CUMHURİYET GÜNEŞİ!
27 Ekim 2014 08:54:03
CUMHURİYET'İN TÜRK MİLLETİNE KAZANDIRDIĞI DEĞERLER
Türkiye Cumhuriyeti Devleti;
Türk Ulusunun "sömürgeci ve işgalci" düşman güçlerine karşı Mustafa Kemal
Atatürk'ün liderliğinde Samsun'a çıkarak Anadolu'da başlattığı "Kurtuluş
Savaşı" Zaferle sonuçlanmış, yıkılan Osmanlı imparatorluğunun yerine yepyeni,
çağdaş bir devlet olan "Türkiye Cumhuriyeti Devleti" kuruldu.
Cumhuriyet;
Cumhuriyet Türk insanının çağdaş dünyanın kavram ve değerleriyle
buluşmasını, uygarlığın imkânlarından en üst düzeyde yararlanmasını amaçlayan
bir yönetim şeklidir. Cumhuriyet bu anlamıyla aynı zamanda, yeni kurulan Türk
Devletinin adında, Devletin niteliğini belirten bir sözcük olarak da yer
almıştır.
Mustafa Kemal Atatürk;
Türk Milletinden aldığı güçle, bağımsızlık Savaşı'nı kazandıktan sonra
Türk Milletini uygar bir toplum yapmak için her alanda devrimler yaptı. En
önemlisi Saltanat yönetimini (Babadan oğla geçen) kaldırdı. Halkın kendi,
kendisini yönetmesi olan "Cumhuriyet yönetimine geçti"

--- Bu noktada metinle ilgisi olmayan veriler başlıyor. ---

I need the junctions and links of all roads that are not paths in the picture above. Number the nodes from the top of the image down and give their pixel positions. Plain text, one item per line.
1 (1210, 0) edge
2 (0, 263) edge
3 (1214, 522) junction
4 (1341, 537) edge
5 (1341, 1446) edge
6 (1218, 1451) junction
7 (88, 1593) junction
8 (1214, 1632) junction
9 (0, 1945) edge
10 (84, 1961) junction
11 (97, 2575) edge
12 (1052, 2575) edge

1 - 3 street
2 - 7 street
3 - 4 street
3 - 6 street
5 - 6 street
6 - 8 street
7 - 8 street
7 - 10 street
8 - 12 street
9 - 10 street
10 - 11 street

Cumhuriyet yönetiminin en önemli özelliklerinden biri olan "ümmet
bilinci" ile birbirine bağlı olan toplum bireyleri "TÜRK ULUSU" bilincinde
birleşerek "TÜRK VATANDAŞI" konumuna yükselmiştir. Adına da TÜRK MİLLETİ
demiştir.
Cumhuriyet yönetiminde;
Türk halkı, aklın ve bilimin üstünlüğünü benimseyen, özgürce düşünebilen,
kararlarını sorumluluk bilinci içinde verebilen, yürekli, inançlı, kendine
güvenen bireylerden oluşan bir toplum yaratılmıştır.

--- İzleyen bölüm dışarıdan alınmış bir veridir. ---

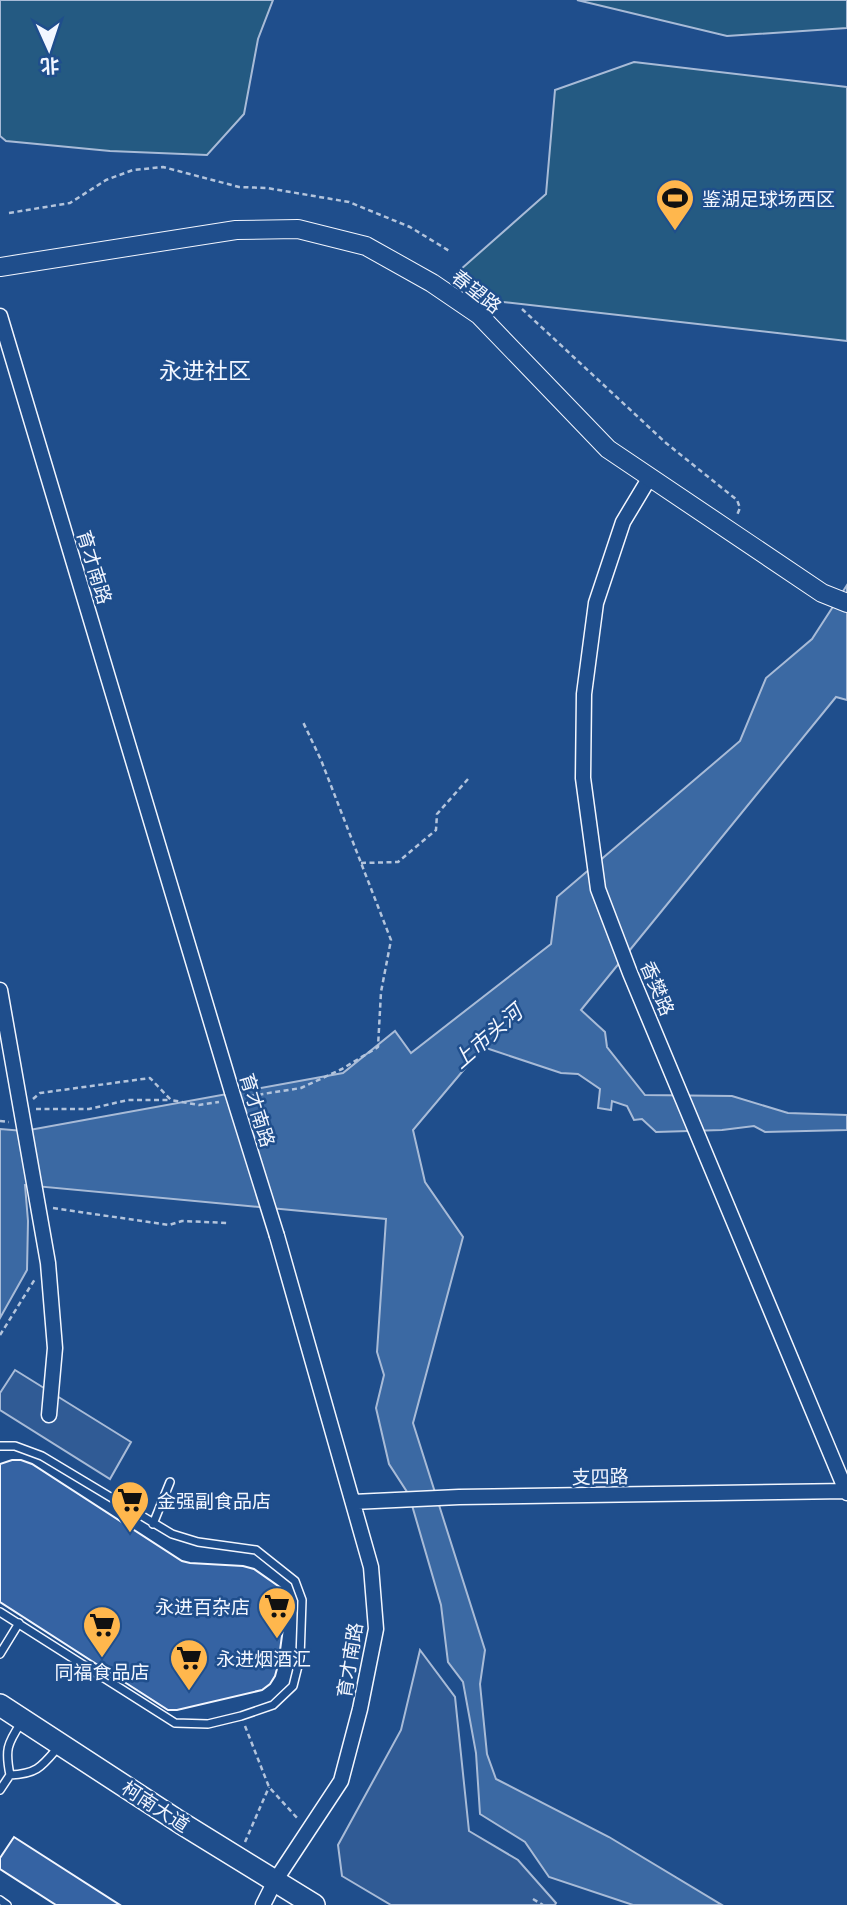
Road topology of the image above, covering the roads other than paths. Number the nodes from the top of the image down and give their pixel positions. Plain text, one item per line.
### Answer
1 (0, 267) edge
2 (0, 316) edge
3 (650, 477) junction
4 (847, 603) edge
5 (0, 990) edge
6 (48, 1415) dead end
7 (0, 1447) edge
8 (170, 1482) dead end
9 (847, 1492) edge
10 (354, 1502) junction
11 (153, 1524) junction
12 (0, 1612) edge
13 (19, 1623) junction
14 (0, 1654) edge
15 (0, 1705) edge
16 (24, 1720) junction
17 (61, 1744) junction
18 (10, 1775) junction
19 (0, 1790) edge
20 (275, 1881) junction
21 (0, 1900) edge
22 (7, 1905) edge
23 (263, 1905) edge
24 (314, 1905) edge

1 - 3 street, 春望路
2 - 10 street, 育才南路, bridge
3 - 4 street, 春望路
3 - 9 street, 香樊路
5 - 6 street
7 - 11 lane
8 - 11 lane
9 - 10 street, 支四路
10 - 20 street, 育才南路
11 - 13 lane
12 - 13 lane
13 - 14 lane
15 - 16 main road, 柯南大道
16 - 17 main road, 柯南大道
16 - 18 lane
17 - 18 lane
17 - 20 main road, 柯南大道
18 - 19 lane
20 - 23 street, 育才南路
20 - 24 main road, 柯南大道
21 - 22 lane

Cumhuriyetin getirdiği özgürlükçü düşünce ortamında bireylerin " kendini
ifade etme ve geliştirme" imkânı bulan vatandaşlarımız, çağdaş dünya ile
ülkemizi bütünleştirmiştir.
Padişah yönetiminde;
Egemenlik, devletin başı olan Padişah 'da olurdu. Padişahlık
babadan oğla geçerdi Seçme ve seçilme hakkı yoktu Din işlerini Şeyhülislam
yönetirdi Şeyhülislam ya da Şeyh-ül İslam Osmanlı'da dini
konularda en yüksek derecede bilgi ve yetkiye sahip olan kimse anlamına gelir.Osmanlı Devleti zamanında
şeyhülislam dini konularda en yüksek yetkiye sahip devlet görevlisiydi.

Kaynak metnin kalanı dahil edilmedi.